WHAT YOU ARE ASKED TO DO: Filter the entries, keeping every line with the string "graph".

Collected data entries
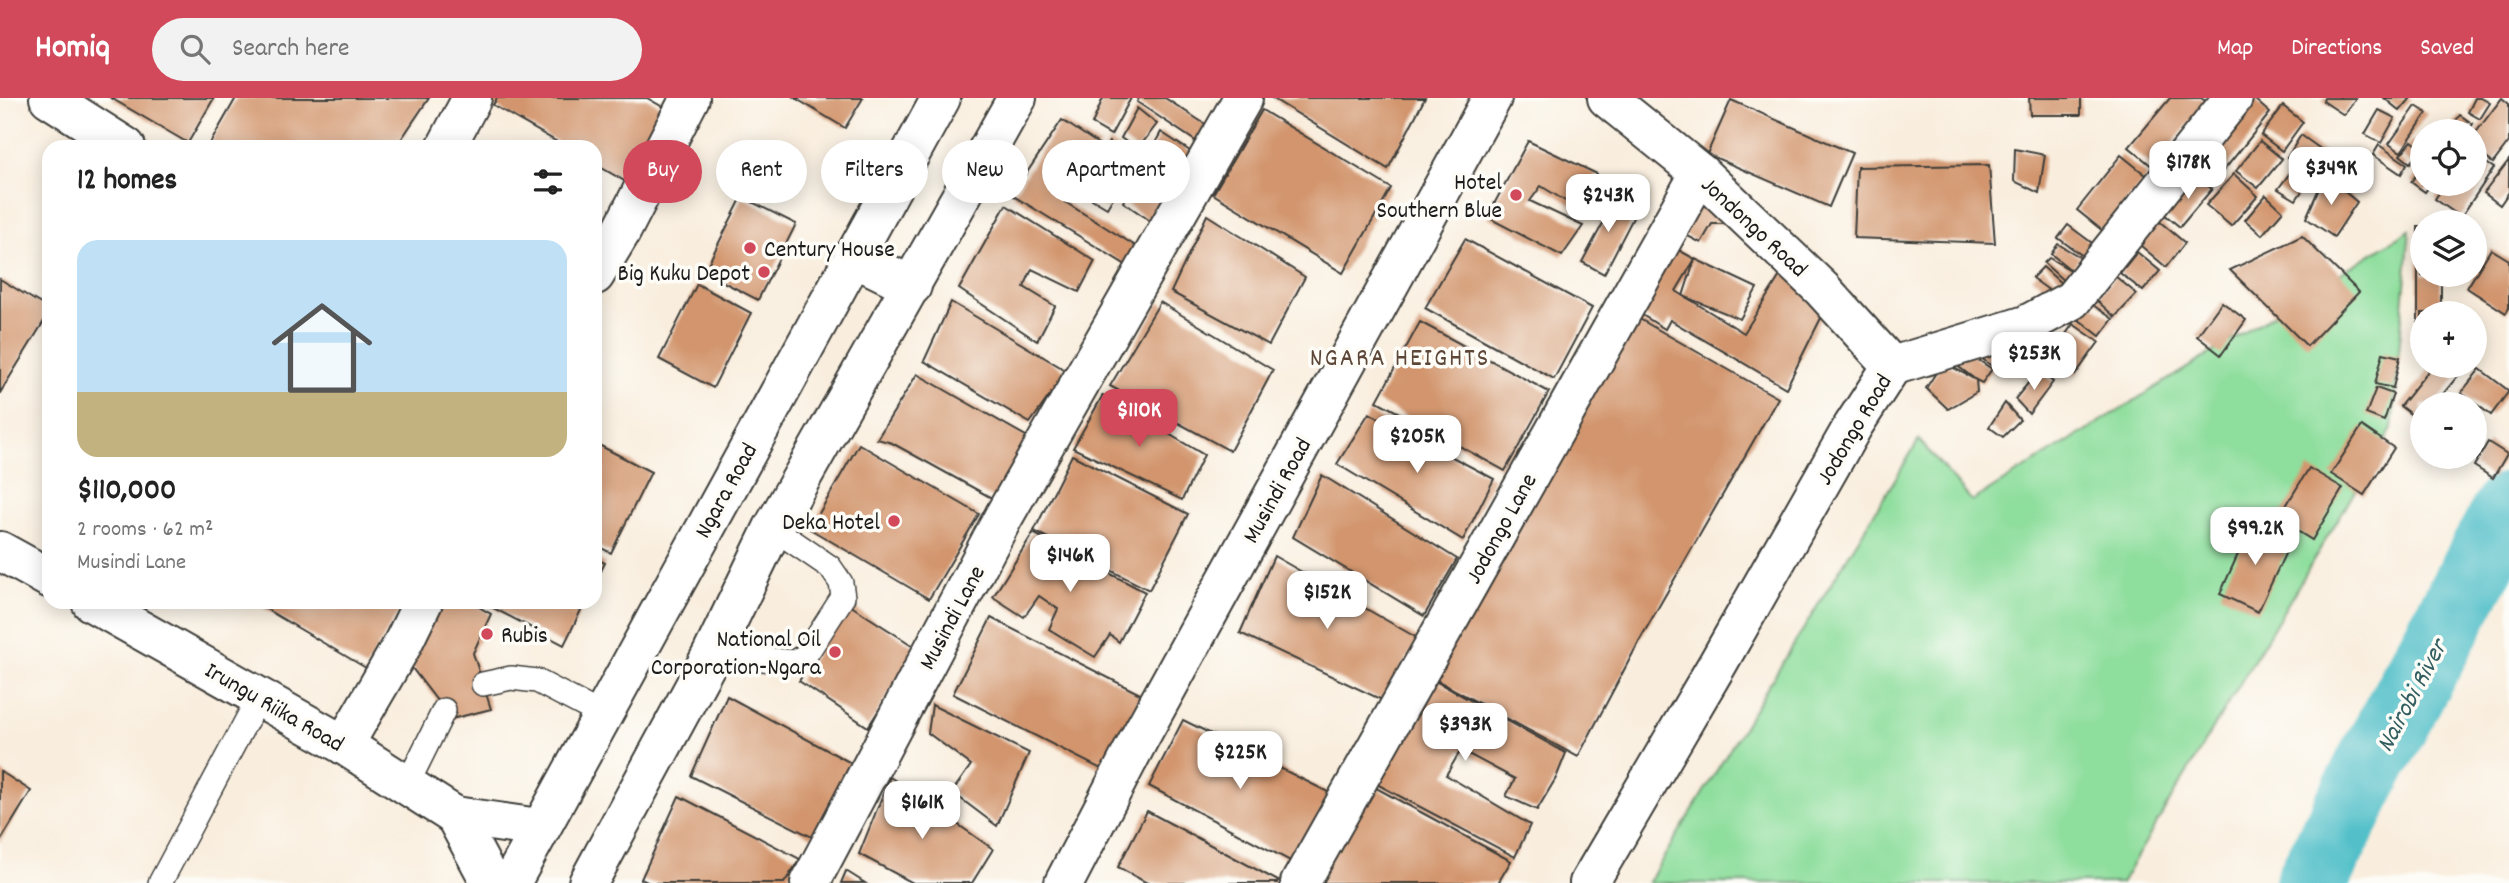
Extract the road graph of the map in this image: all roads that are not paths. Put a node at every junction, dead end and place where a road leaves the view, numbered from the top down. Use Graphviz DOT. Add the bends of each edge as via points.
graph roads {
  1 [pos="49,98"];
  2 [pos="472,98"];
  3 [pos="690,98"];
  4 [pos="942,98"];
  5 [pos="1017,98"];
  6 [pos="1243,98"];
  7 [pos="1492,98"];
  8 [pos="1607,98"];
  9 [pos="2233,98"];
  10 [pos="115,140"];
  11 [pos="450,140"];
  12 [pos="1700,173"];
  13 [pos="853,257"];
  14 [pos="602,263"];
  15 [pos="912,286"];
  16 [pos="1892,366"];
  17 [pos="773,528"];
  18 [pos="0,551"];
  19 [pos="42,574"];
  20 [pos="103,609"];
  21 [pos="420,609"];
  22 [pos="712,654"];
  23 [pos="483,684"];
  24 [pos="259,697"];
  25 [pos="444,710"];
  26 [pos="602,715"];
  27 [pos="344,745"];
  28 [pos="407,785"];
  29 [pos="456,816"];
  30 [pos="540,828"];
  31 [pos="160,883"];
  32 [pos="491,883"];
  33 [pos="511,883"];
  34 [pos="588,883"];
  35 [pos="810,883"];
  36 [pos="1064,883"];
  37 [pos="1300,883"];
  38 [pos="1589,883"];
  1 -- 10 [label="street"];
  2 -- 11 [label="street"];
  3 -- 14 [label="street"];
  4 -- 13 [label="street, Ngara Road"];
  5 -- 15 [label="street"];
  6 -- 35 [label="street, Musindi Lane" via="1004,516"];
  7 -- 36 [label="street, Musindi Road"];
  8 -- 12 [label="street, Jondongo Road"];
  9 -- 16 [label="street, Jodongo Road" via="2072,300 2025,325"];
  12 -- 16 [label="street, Jondongo Road" via="1822,289"];
  12 -- 37 [label="street, Jodongo Lane"];
  13 -- 15 [label="street"];
  13 -- 26 [label="street, Ngara Road"];
  15 -- 17 [label="street"];
  16 -- 38 [label="street, Jodongo Road"];
  17 -- 22 [label="street"];
  17 -- 22 [label="lane" via="830,567 841,583 843,597 805,656 793,662"];
  18 -- 19 [label="street"];
  20 -- 24 [label="street, Irungu Riika Road"];
  21 -- 27 [label="street"];
  22 -- 34 [label="street"];
  23 -- 26 [label="lane" via="511,678 537,681"];
  24 -- 27 [label="street, Irungu Riika Road"];
  24 -- 31 [label="lane"];
  25 -- 28 [label="lane"];
  26 -- 30 [label="street, Ngara Road"];
  27 -- 28 [label="street, Irungu Riika Road"];
  28 -- 29 [label="street, Irungu Riika Road"];
  29 -- 30 [label="street, Irungu Riika Road"];
  29 -- 32 [label="street"];
  30 -- 33 [label="street, Ngara Road"];
}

SOLUTION TO THE PROBLEM:
Extract the road graph of the map in this image: all roads that are not paths. Put a node at every junction, dead end and place where a road leaves the view, numbered from the top down. Use Graphviz DOT. Add the bends of each edge as via points.
graph roads {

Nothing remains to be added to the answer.